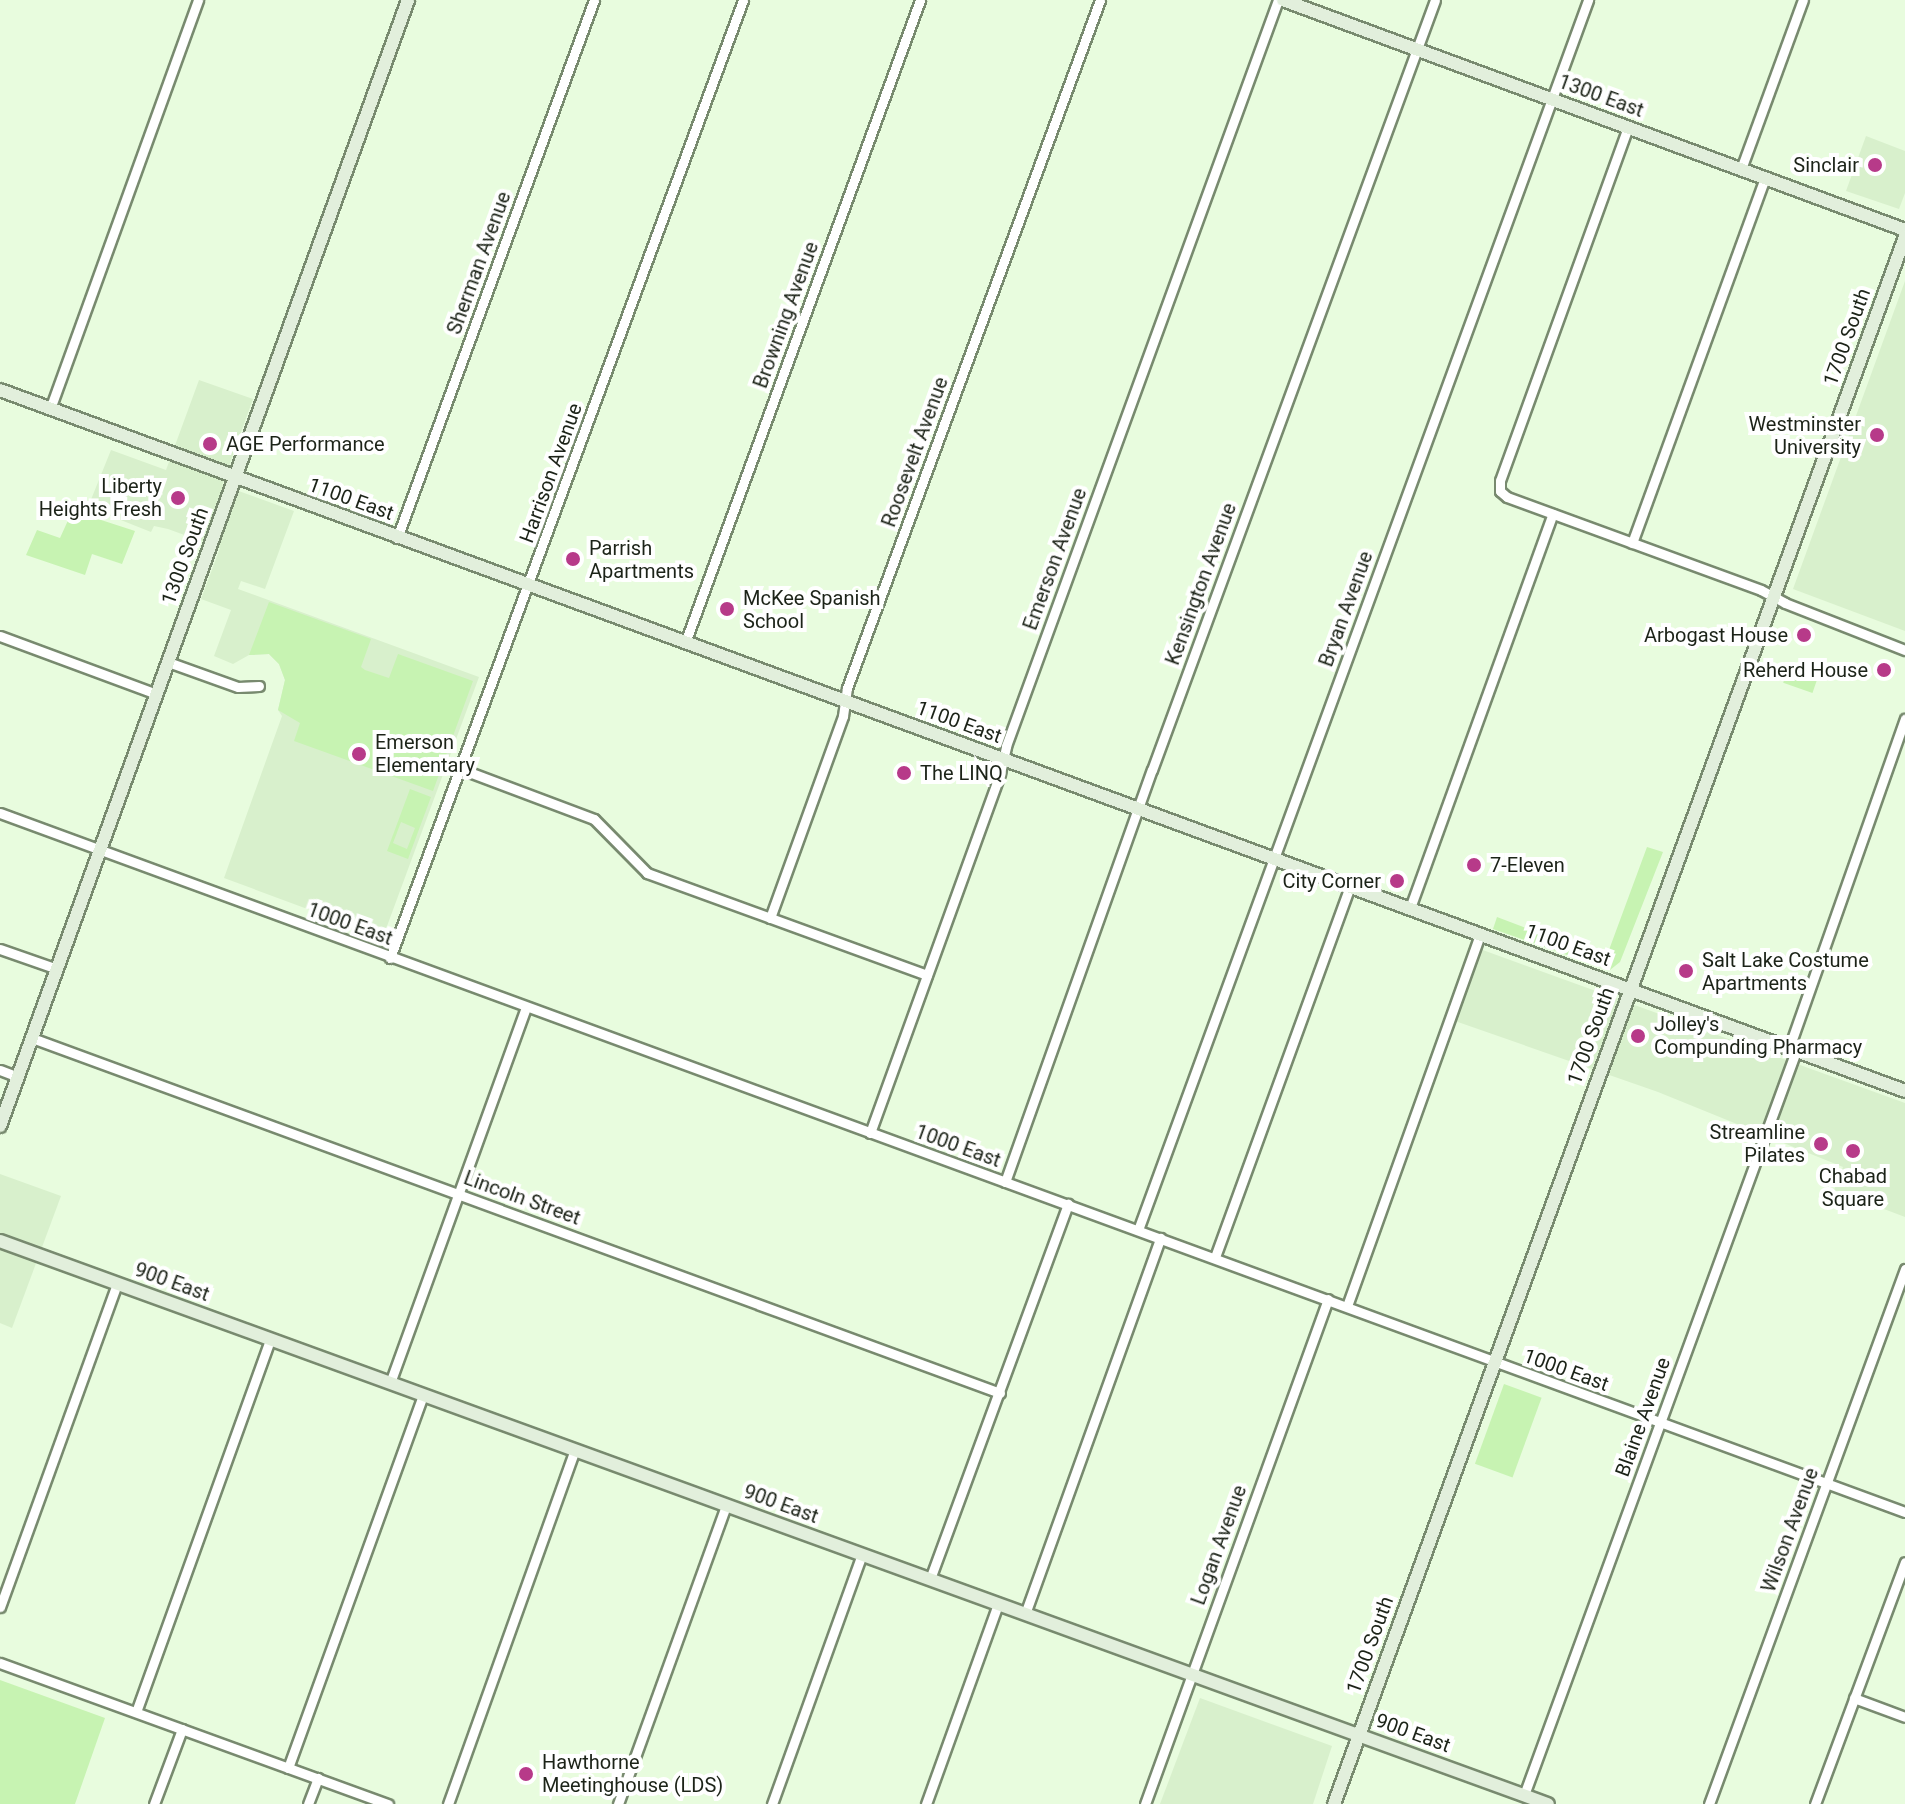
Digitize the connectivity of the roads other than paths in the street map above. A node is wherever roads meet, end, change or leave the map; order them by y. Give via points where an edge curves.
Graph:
1 (198, 0) edge
2 (408, 0) edge
3 (594, 0) edge
4 (743, 0) edge
5 (920, 0) edge
6 (1100, 0) edge
7 (1281, 0) edge
8 (1435, 0) edge
9 (1588, 0) edge
10 (1803, 0) edge
11 (1417, 49) junction
12 (1552, 99) junction
13 (1628, 127) junction
14 (1741, 169) junction
15 (1765, 178) junction
16 (1905, 230) edge
17 (1905, 237) edge
18 (0, 390) edge
19 (50, 409) junction
20 (235, 478) junction
21 (1553, 514) junction
22 (397, 538) junction
23 (1632, 543) junction
24 (529, 586) junction
25 (1773, 596) junction
26 (0, 636) edge
27 (685, 643) junction
28 (1905, 650) edge
29 (168, 662) junction
30 (259, 686) dead end
31 (157, 694) junction
32 (845, 701) junction
33 (1905, 719) edge
34 (1003, 759) junction
35 (461, 769) junction
36 (1139, 809) junction
37 (0, 813) edge
38 (100, 850) junction
39 (1274, 859) junction
40 (1350, 886) junction
41 (1410, 908) junction
42 (770, 918) junction
43 (1480, 934) junction
44 (0, 949) edge
45 (390, 958) junction
46 (57, 969) junction
47 (927, 975) junction
48 (1629, 989) junction
49 (526, 1007) junction
50 (32, 1038) junction
51 (1792, 1050) junction
52 (0, 1070) edge
53 (18, 1077) junction
54 (1905, 1091) edge
55 (0, 1126) edge
56 (870, 1133) junction
57 (1005, 1182) junction
58 (459, 1194) junction
59 (1068, 1204) junction
60 (1138, 1230) junction
61 (1160, 1238) junction
62 (0, 1241) edge
63 (1215, 1257) junction
64 (1905, 1269) edge
65 (117, 1284) junction
66 (1328, 1299) junction
67 (1347, 1306) junction
68 (270, 1339) junction
69 (1495, 1361) junction
70 (390, 1383) junction
71 (1000, 1393) junction
72 (423, 1395) junction
73 (1660, 1423) junction
74 (575, 1450) junction
75 (1827, 1483) junction
76 (726, 1505) junction
77 (1905, 1512) edge
78 (862, 1554) junction
79 (1905, 1562) edge
80 (930, 1579) junction
81 (998, 1604) junction
82 (0, 1607) edge
83 (1025, 1614) junction
84 (0, 1663) edge
85 (1191, 1674) junction
86 (1854, 1698) junction
87 (136, 1712) junction
88 (1905, 1717) edge
89 (182, 1729) junction
90 (1359, 1735) junction
91 (288, 1768) junction
92 (318, 1778) junction
93 (1524, 1795) junction
94 (154, 1804) edge
95 (308, 1804) edge
96 (388, 1804) edge
97 (448, 1804) edge
98 (618, 1804) edge
99 (772, 1804) edge
100 (926, 1804) edge
101 (1145, 1804) edge
102 (1334, 1804) edge
103 (1548, 1804) edge
104 (1709, 1804) edge
105 (1815, 1804) edge

1 - 19 street
2 - 20 street, 1300 South
3 - 22 street, Sherman Avenue
4 - 24 street, Harrison Avenue
5 - 27 street, Browning Avenue
6 - 32 street, Roosevelt Avenue
7 - 11 street, 1300 East
7 - 34 street, Emerson Avenue
8 - 11 street, Kensington Avenue
9 - 12 street, Bryan Avenue
10 - 14 street
11 - 12 street, 1300 East
11 - 36 street, Kensington Avenue
12 - 13 street, 1300 East
12 - 39 street, Bryan Avenue
13 - 14 street, 1300 East
13 - 21 street via 1500,481 1503,494
14 - 15 street, 1300 East
15 - 16 street, 1300 East
15 - 23 street
17 - 25 street, 1700 South
18 - 19 street, 1100 East
19 - 20 street, 1100 East
20 - 22 street, 1100 East
20 - 29 street, 1300 South
21 - 23 street
21 - 41 street
22 - 24 street, 1100 East
23 - 25 street
24 - 27 street, 1100 East
24 - 35 street, Harrison Avenue
25 - 28 street
25 - 48 street, 1700 South
26 - 31 street
27 - 32 street, 1100 East
29 - 30 street via 238,687
29 - 31 street, 1300 South
31 - 38 street, 1300 South
32 - 34 street, 1100 East
32 - 42 street, Roosevelt Avenue
33 - 51 street, Blaine Avenue
34 - 36 street, 1100 East
34 - 47 street, Emerson Avenue
35 - 42 street via 594,819 643,871
35 - 45 street, Harrison Avenue
36 - 39 street, 1100 East
36 - 57 street, Kensington Avenue
37 - 38 street, 1000 East
38 - 45 street, 1000 East
38 - 46 street, 1300 South
39 - 40 street, 1100 East
39 - 60 street, Bryan Avenue
40 - 41 street, 1100 East
40 - 63 street
41 - 43 street, 1100 East
42 - 47 street
43 - 48 street, 1100 East
43 - 67 street
44 - 46 street
45 - 49 street, 1000 East
46 - 50 street, 1300 South
47 - 56 street, Emerson Avenue
48 - 51 street, 1100 East
48 - 69 street, 1700 South
49 - 56 street, 1000 East
49 - 58 street
50 - 53 street, 1300 South
50 - 58 street, Lincoln Street
51 - 54 street, 1100 East
51 - 73 street, Blaine Avenue
52 - 53 street
53 - 55 street, 1300 South
56 - 57 street, 1000 East
57 - 59 street, 1000 East
58 - 70 street
58 - 71 street, Lincoln Street
59 - 60 street, 1000 East
59 - 71 street
60 - 61 street, 1000 East
61 - 63 street, 1000 East
61 - 83 street
62 - 65 street, 900 East
63 - 66 street, 1000 East
64 - 75 street, Wilson Avenue
65 - 68 street, 900 East
65 - 82 street
66 - 67 street, 1000 East
66 - 85 street, Logan Avenue
67 - 69 street, 1000 East
68 - 70 street, 900 East
68 - 87 street
69 - 73 street, 1000 East
69 - 90 street, 1700 South
70 - 72 street, 900 East
71 - 80 street
72 - 74 street, 900 East
72 - 91 street
73 - 75 street, 1000 East
73 - 93 street, Blaine Avenue
74 - 76 street, 900 East
74 - 97 street
75 - 77 street, 1000 East
75 - 104 street, Wilson Avenue
76 - 78 street, 900 East
76 - 98 street
78 - 80 street, 900 East
78 - 99 street
79 - 86 street
80 - 81 street, 900 East
81 - 83 street, 900 East
81 - 100 street
83 - 85 street, 900 East
84 - 87 street
85 - 90 street, 900 East
85 - 101 street, Logan Avenue
86 - 88 street
86 - 105 street
87 - 89 street
89 - 91 street
89 - 94 street
90 - 93 street, 900 East
90 - 102 street, 1700 South
91 - 92 street
92 - 95 street
92 - 96 street
93 - 103 street, 900 East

★ ★ ★

• **Instructions to follow**:
Every entry above needs to be duplicated exactly, without its images.

• **Answer to the exercise**:
Digitize the connectivity of the roads other than paths in the street map above. A node is wherever roads meet, end, change or leave the map; order them by y. Give via points where an edge curves.
Graph:
1 (198, 0) edge
2 (408, 0) edge
3 (594, 0) edge
4 (743, 0) edge
5 (920, 0) edge
6 (1100, 0) edge
7 (1281, 0) edge
8 (1435, 0) edge
9 (1588, 0) edge
10 (1803, 0) edge
11 (1417, 49) junction
12 (1552, 99) junction
13 (1628, 127) junction
14 (1741, 169) junction
15 (1765, 178) junction
16 (1905, 230) edge
17 (1905, 237) edge
18 (0, 390) edge
19 (50, 409) junction
20 (235, 478) junction
21 (1553, 514) junction
22 (397, 538) junction
23 (1632, 543) junction
24 (529, 586) junction
25 (1773, 596) junction
26 (0, 636) edge
27 (685, 643) junction
28 (1905, 650) edge
29 (168, 662) junction
30 (259, 686) dead end
31 (157, 694) junction
32 (845, 701) junction
33 (1905, 719) edge
34 (1003, 759) junction
35 (461, 769) junction
36 (1139, 809) junction
37 (0, 813) edge
38 (100, 850) junction
39 (1274, 859) junction
40 (1350, 886) junction
41 (1410, 908) junction
42 (770, 918) junction
43 (1480, 934) junction
44 (0, 949) edge
45 (390, 958) junction
46 (57, 969) junction
47 (927, 975) junction
48 (1629, 989) junction
49 (526, 1007) junction
50 (32, 1038) junction
51 (1792, 1050) junction
52 (0, 1070) edge
53 (18, 1077) junction
54 (1905, 1091) edge
55 (0, 1126) edge
56 (870, 1133) junction
57 (1005, 1182) junction
58 (459, 1194) junction
59 (1068, 1204) junction
60 (1138, 1230) junction
61 (1160, 1238) junction
62 (0, 1241) edge
63 (1215, 1257) junction
64 (1905, 1269) edge
65 (117, 1284) junction
66 (1328, 1299) junction
67 (1347, 1306) junction
68 (270, 1339) junction
69 (1495, 1361) junction
70 (390, 1383) junction
71 (1000, 1393) junction
72 (423, 1395) junction
73 (1660, 1423) junction
74 (575, 1450) junction
75 (1827, 1483) junction
76 (726, 1505) junction
77 (1905, 1512) edge
78 (862, 1554) junction
79 (1905, 1562) edge
80 (930, 1579) junction
81 (998, 1604) junction
82 (0, 1607) edge
83 (1025, 1614) junction
84 (0, 1663) edge
85 (1191, 1674) junction
86 (1854, 1698) junction
87 (136, 1712) junction
88 (1905, 1717) edge
89 (182, 1729) junction
90 (1359, 1735) junction
91 (288, 1768) junction
92 (318, 1778) junction
93 (1524, 1795) junction
94 (154, 1804) edge
95 (308, 1804) edge
96 (388, 1804) edge
97 (448, 1804) edge
98 (618, 1804) edge
99 (772, 1804) edge
100 (926, 1804) edge
101 (1145, 1804) edge
102 (1334, 1804) edge
103 (1548, 1804) edge
104 (1709, 1804) edge
105 (1815, 1804) edge

1 - 19 street
2 - 20 street, 1300 South
3 - 22 street, Sherman Avenue
4 - 24 street, Harrison Avenue
5 - 27 street, Browning Avenue
6 - 32 street, Roosevelt Avenue
7 - 11 street, 1300 East
7 - 34 street, Emerson Avenue
8 - 11 street, Kensington Avenue
9 - 12 street, Bryan Avenue
10 - 14 street
11 - 12 street, 1300 East
11 - 36 street, Kensington Avenue
12 - 13 street, 1300 East
12 - 39 street, Bryan Avenue
13 - 14 street, 1300 East
13 - 21 street via 1500,481 1503,494
14 - 15 street, 1300 East
15 - 16 street, 1300 East
15 - 23 street
17 - 25 street, 1700 South
18 - 19 street, 1100 East
19 - 20 street, 1100 East
20 - 22 street, 1100 East
20 - 29 street, 1300 South
21 - 23 street
21 - 41 street
22 - 24 street, 1100 East
23 - 25 street
24 - 27 street, 1100 East
24 - 35 street, Harrison Avenue
25 - 28 street
25 - 48 street, 1700 South
26 - 31 street
27 - 32 street, 1100 East
29 - 30 street via 238,687
29 - 31 street, 1300 South
31 - 38 street, 1300 South
32 - 34 street, 1100 East
32 - 42 street, Roosevelt Avenue
33 - 51 street, Blaine Avenue
34 - 36 street, 1100 East
34 - 47 street, Emerson Avenue
35 - 42 street via 594,819 643,871
35 - 45 street, Harrison Avenue
36 - 39 street, 1100 East
36 - 57 street, Kensington Avenue
37 - 38 street, 1000 East
38 - 45 street, 1000 East
38 - 46 street, 1300 South
39 - 40 street, 1100 East
39 - 60 street, Bryan Avenue
40 - 41 street, 1100 East
40 - 63 street
41 - 43 street, 1100 East
42 - 47 street
43 - 48 street, 1100 East
43 - 67 street
44 - 46 street
45 - 49 street, 1000 East
46 - 50 street, 1300 South
47 - 56 street, Emerson Avenue
48 - 51 street, 1100 East
48 - 69 street, 1700 South
49 - 56 street, 1000 East
49 - 58 street
50 - 53 street, 1300 South
50 - 58 street, Lincoln Street
51 - 54 street, 1100 East
51 - 73 street, Blaine Avenue
52 - 53 street
53 - 55 street, 1300 South
56 - 57 street, 1000 East
57 - 59 street, 1000 East
58 - 70 street
58 - 71 street, Lincoln Street
59 - 60 street, 1000 East
59 - 71 street
60 - 61 street, 1000 East
61 - 63 street, 1000 East
61 - 83 street
62 - 65 street, 900 East
63 - 66 street, 1000 East
64 - 75 street, Wilson Avenue
65 - 68 street, 900 East
65 - 82 street
66 - 67 street, 1000 East
66 - 85 street, Logan Avenue
67 - 69 street, 1000 East
68 - 70 street, 900 East
68 - 87 street
69 - 73 street, 1000 East
69 - 90 street, 1700 South
70 - 72 street, 900 East
71 - 80 street
72 - 74 street, 900 East
72 - 91 street
73 - 75 street, 1000 East
73 - 93 street, Blaine Avenue
74 - 76 street, 900 East
74 - 97 street
75 - 77 street, 1000 East
75 - 104 street, Wilson Avenue
76 - 78 street, 900 East
76 - 98 street
78 - 80 street, 900 East
78 - 99 street
79 - 86 street
80 - 81 street, 900 East
81 - 83 street, 900 East
81 - 100 street
83 - 85 street, 900 East
84 - 87 street
85 - 90 street, 900 East
85 - 101 street, Logan Avenue
86 - 88 street
86 - 105 street
87 - 89 street
89 - 91 street
89 - 94 street
90 - 93 street, 900 East
90 - 102 street, 1700 South
91 - 92 street
92 - 95 street
92 - 96 street
93 - 103 street, 900 East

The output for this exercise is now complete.